3:58 am on Aug 20, 2009 (gmt 0)

10+ Year Member



Thanks for a speedy response Jim! I have been at this all day! I just finished this site and wanted to add a google sitemap. I used the WP plugin to create an XML sitemap automatically, and with every update to the site. When I submitted my sitemap (as I've done with my other sites) it gave me an error that my robots.txt was preventing Googlebot from crawling my site! I've posted the original problem here with no responses [webmasterworld.com...] This was really odd as I never created a robots.txt file for this domain! So I then created one that allows all robots to crawl all areas of the domain, and uploaded it to the root directory. This new file did not solve the problem. My webhosting IT person is the one who said it was the .htaccess. There must be something rewriting it to specifically block the site from being crawled and indexed. I'm lost, where do I go from here? Maybe Google has a cache that needs to clear? I'll have to sleep on it. Thanks again for your response!

jdMorgan

7:27 pm on Aug 20, 2009 (gmt 0)

WebmasterWorld Senior Member 10+ Year Member



1) Your robots.txt Disallows all robots from fetching all pages.
2) Google cannot "write" to your robots.txt file, so either:
a) You're not uploading your robots.txt file to the correct directory, and the robots.txt file that contains the sitemap line remains in the correct directory despite your uploading a new one.
b) Google is messed up, and says you've got a sitemap declaration in your robots.txt file when in fact you do not.

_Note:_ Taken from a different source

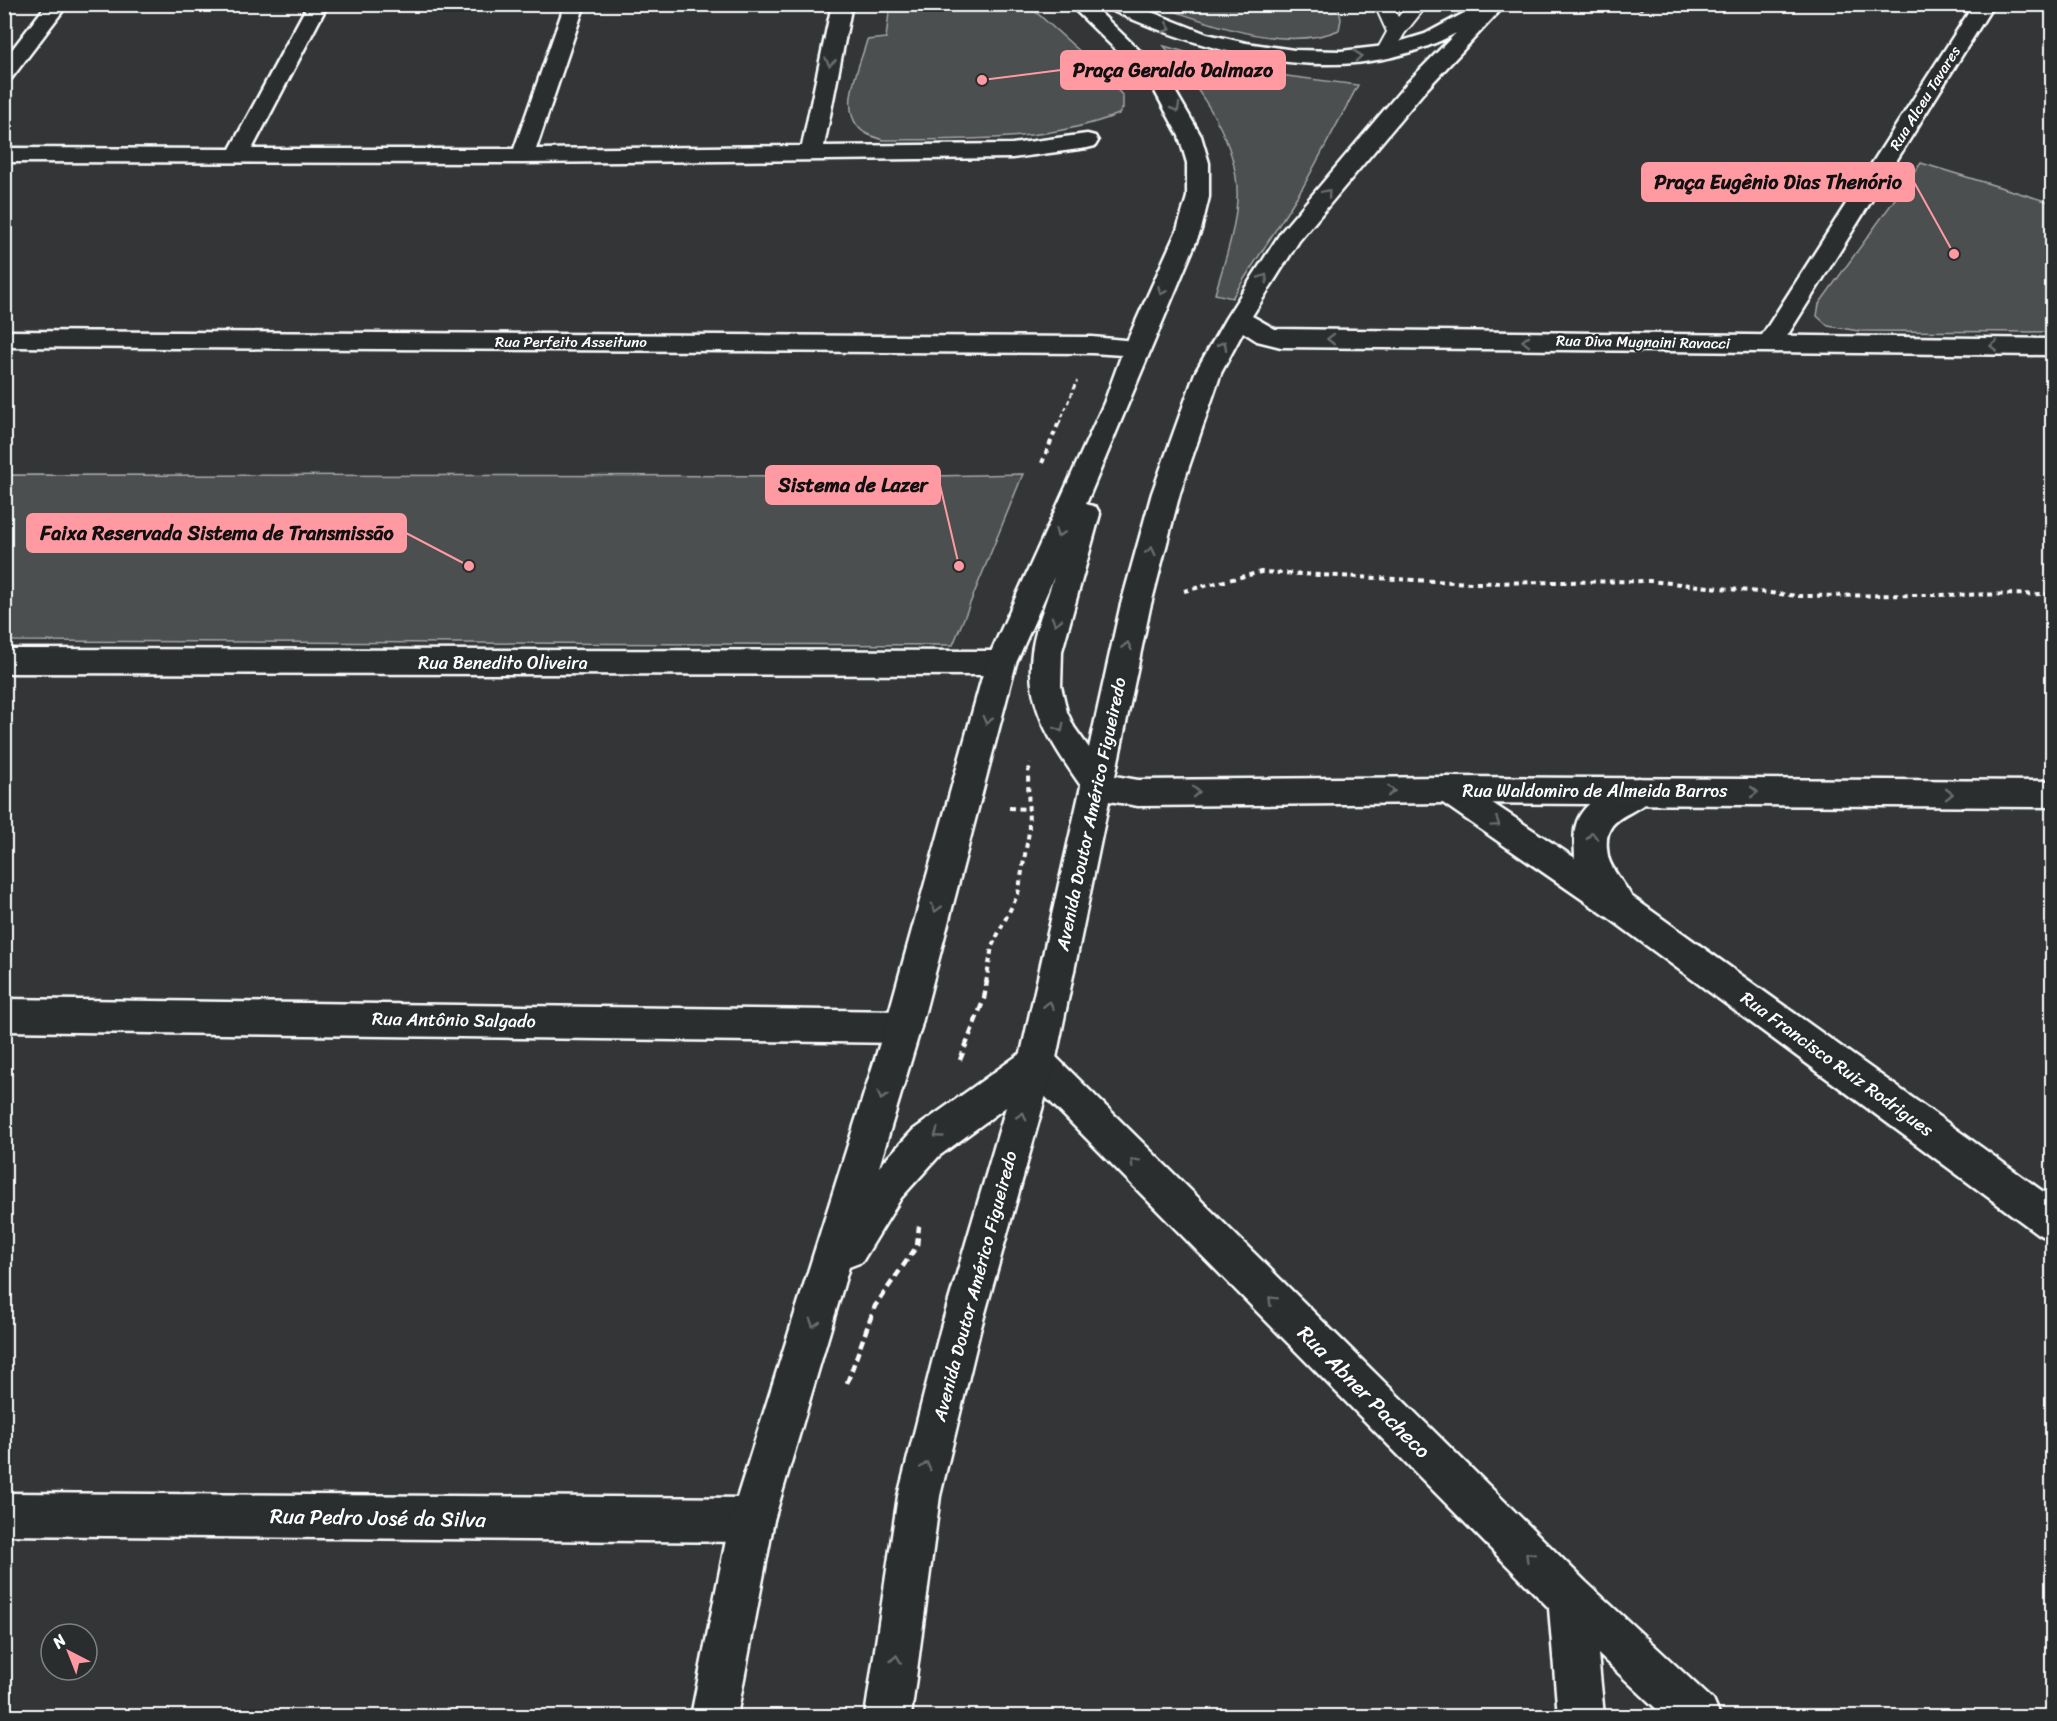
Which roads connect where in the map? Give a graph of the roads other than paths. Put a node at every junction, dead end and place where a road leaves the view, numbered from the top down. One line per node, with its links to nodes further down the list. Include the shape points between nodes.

In order to allow robots to crawl your site, your robots.txt file should be changed to read:


User-agent: *
Disallow:

This will disallow "nothing", and so allow everything to be fetched.
For more information from the original source, see A Standard for Robot Exclusion [robotstxt.org].

Whether you want to add the sitemap declaration is up to you.

Jim

Potsie88

7:40 pm on Aug 20, 2009 (gmt 0)

10+ Year Member



Thanks for the help Jim. I'm not sure what in the world was going on and my hosting company sent me on a wild goose chase! In any case, my new robots.txt has been finally recognized by Google. Since this experience, I would say that Google has a cache that needs to be cleared on their end before the update will be visible to them. Not sure if that makes sense, but at least the problem is solved for me! Take care.